On ne rencontre dans les rues que des alpins et des camions. Une bombe est tombée sur l’usine de la Jamagne chez Louis Bonnet. Je ne suis pas entrée dans mon chalet Les Roseaux mais je pense que tout sera abimé. Les Anglais ont fait une tente dans le grand pré près du garage.

Mardi 19 octobre 1915

Monsieur Henry Boucher revient de Paris et vient coucher à Saint Amé. Il nous dit qu’il a voyagé avec le général Pau et qu’il a diné avec lui.

Paul Boucher qui est toujours à l’Hilsenfirst écrit à Suzanne que la compagnie qui est à Dannemarie en Alsace vient d’être appelée pour partir à Salonique. Il dit que la neige est tombée. Il se trouve bien dans son gourbi. Il a un lit de paille et un petit fourneau.

Mercredi 20 octobre 1915

Je passe une vie bien tranquille à Saint Amé. Je me promène avec les enfants tous les jours et le soir nous allons au chapelet à 5 heures à l’église. Quel calme et les teintes d’automne des arbres sont si belles.

  

Maison St Ame Henry Boucher.jpg

Maison de St Amé appartenant à Henry Boucher

 

Jeudi 21 octobre 1915

Nous allons en chemin de fer à Thièfosse pour y diner avec Annette. Alphonse va bien. (Alphonse Perrin a épousé Mathilde la sœur d’Anna Vautrin). Nous nous promenons dans le jardin et nous revenons à St Amé. Le soir à 6 heures, à la gare de St Amé nous voyons des territoriaux du midi. Ils nous disent qu’ils ont bien froids car ils ne sont pas habitués à ce climat.

Vendredi 22 octobre 1915

Monsieur Antoine de Vecoux vient en auto pour voir Madame Boucher. Il nous raconte une bonne histoire. Sa belle-fille Mme François Antoine était allée à St Dié voir ses parents. Elle avait un laissez-passer très en règle quand à la gare de St Dié un gendarme pour faire du zèle lui dit que son laissez-passer n’est pas bien, qu’il ne veut pas la laisser passer et lui demande si elle n’a pas de papier d’identité.

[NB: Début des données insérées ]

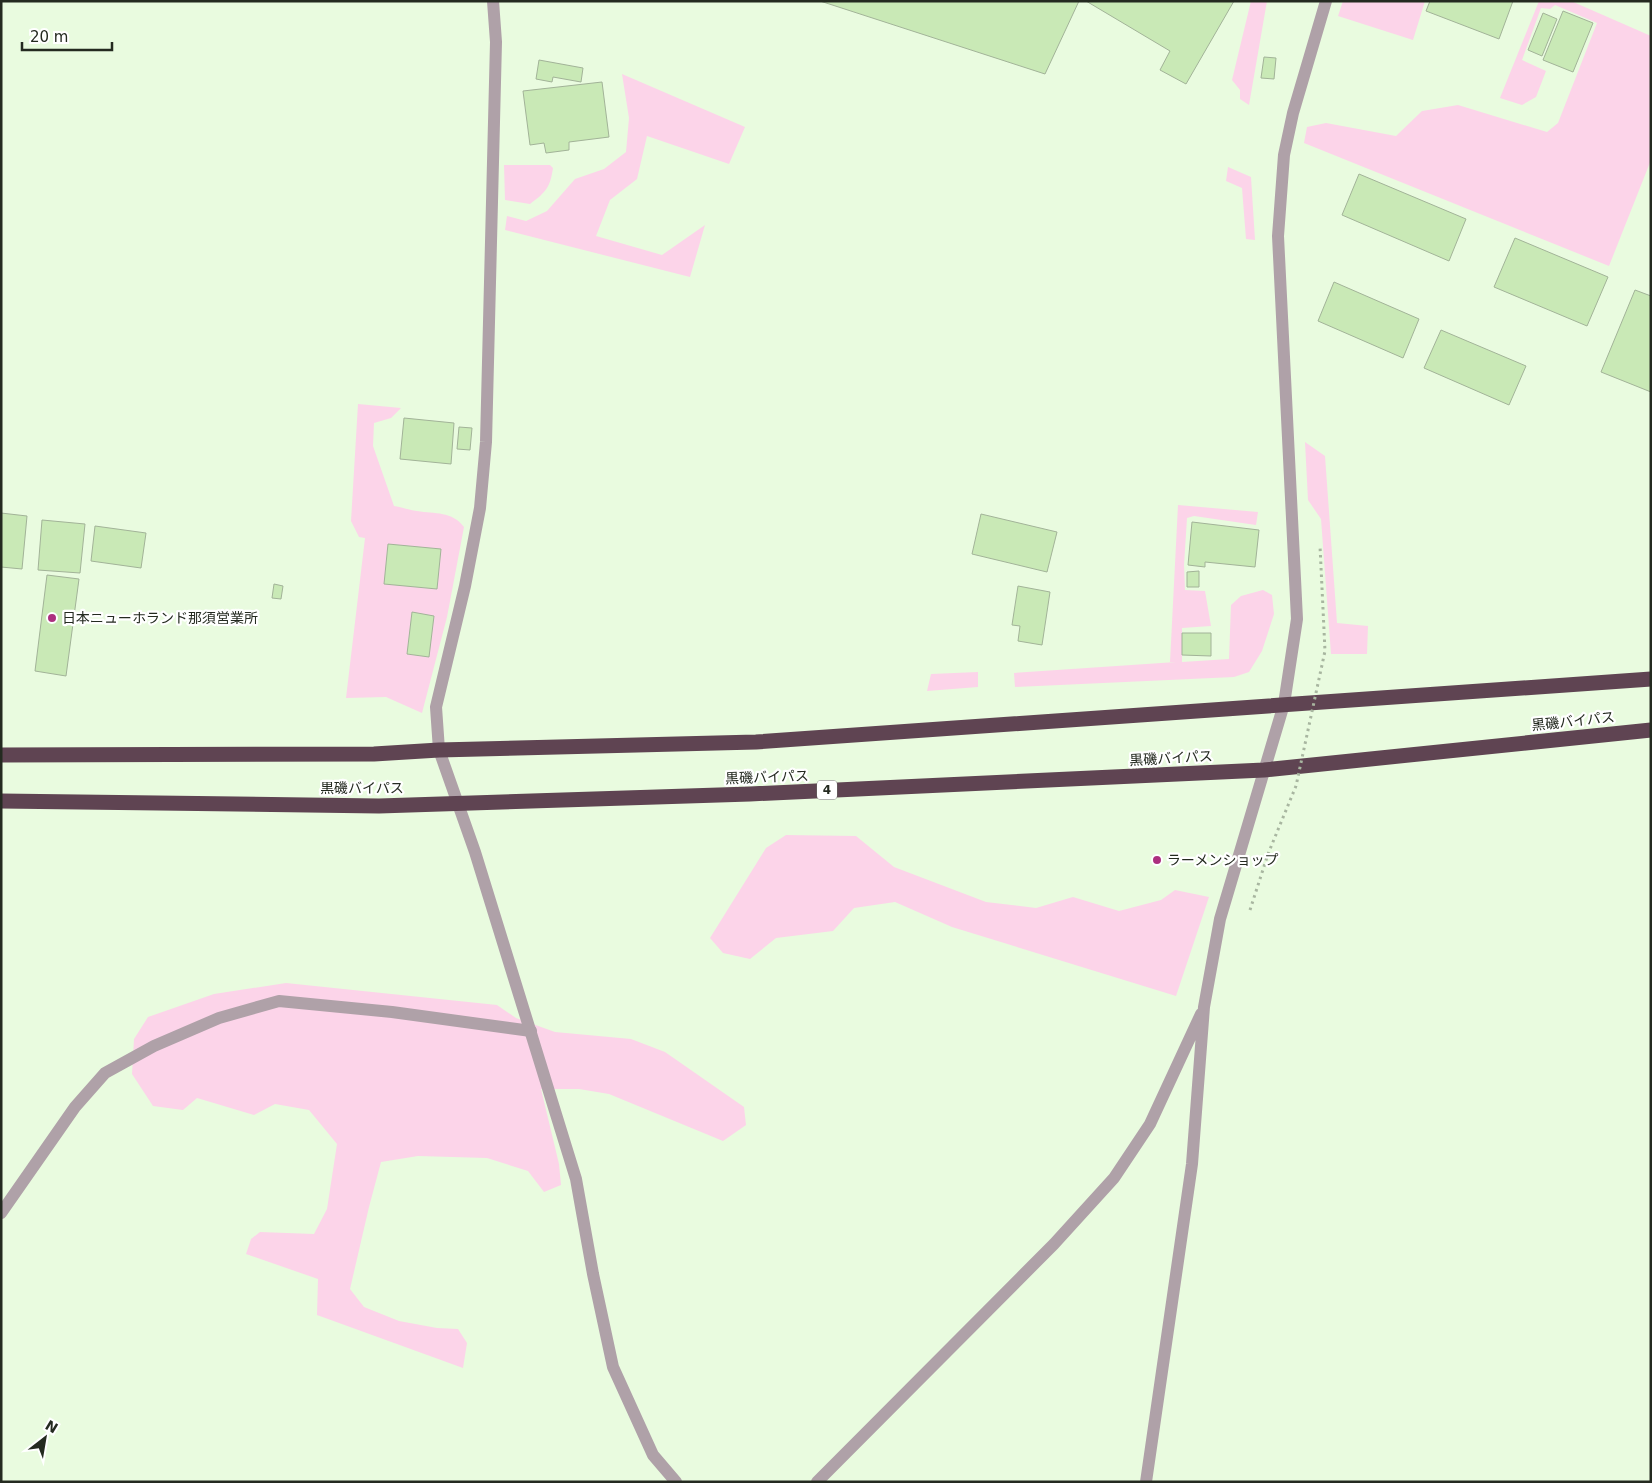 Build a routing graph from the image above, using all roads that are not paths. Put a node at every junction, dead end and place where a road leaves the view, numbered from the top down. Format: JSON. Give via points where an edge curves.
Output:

Comme elle était en règle, elle se tourne vers sa belle-sœur et lui dit : « on a raison de dire qu’il n’y a rien de si bête qu’un gendarme ». Là-dessus, procès-verbal pour outrages envers l’autorité. Elle a été obligée de se rendre à la police correctionnelle à St Dié et a eu 25 francs d’amende. Le gendarme avait demandé à tous les voyageurs qui étaient présents de venir comme témoins, mais comme tous connaissaient Madame Antoine, ils se sont récusés.

Samedi 23 octobre 1915

Paul écrit de l’Hilsenfirst qu’il a reçu un véritable arsenal dans leurs tranchées : des grenades, torpilles aériennes, liquides enflammés etc., et que les Boches seront plus malheureux qu’eux car ils sont en contrebas et qu’ils recevront toutes les eaux qui couleront de leurs tranchées. De plus le vent est parait-il contraire pour nos soldats.

Nous passons cette journée bien tranquille à St Amé. Je fais une promenade avec les enfants.

Dimanche 24 octobre 1915

Nous allons à la grande messe. Il y a un aveugle qui joue très bien de l’orgue. On entend le canon assez fort, c’est du côté du Linge. A midi Mme Humbel, Célina, Mimi et ses enfants viennent déjeuner. Mme Humbel nous raconte l’histoire de l’obus qui est tombé chez elle. Les enfants jouent à colin-maillard mais Annette pleure quand elle est prise. Les Docellois repartent à 4 heures. C’est Mimi qui conduit la petite automobile.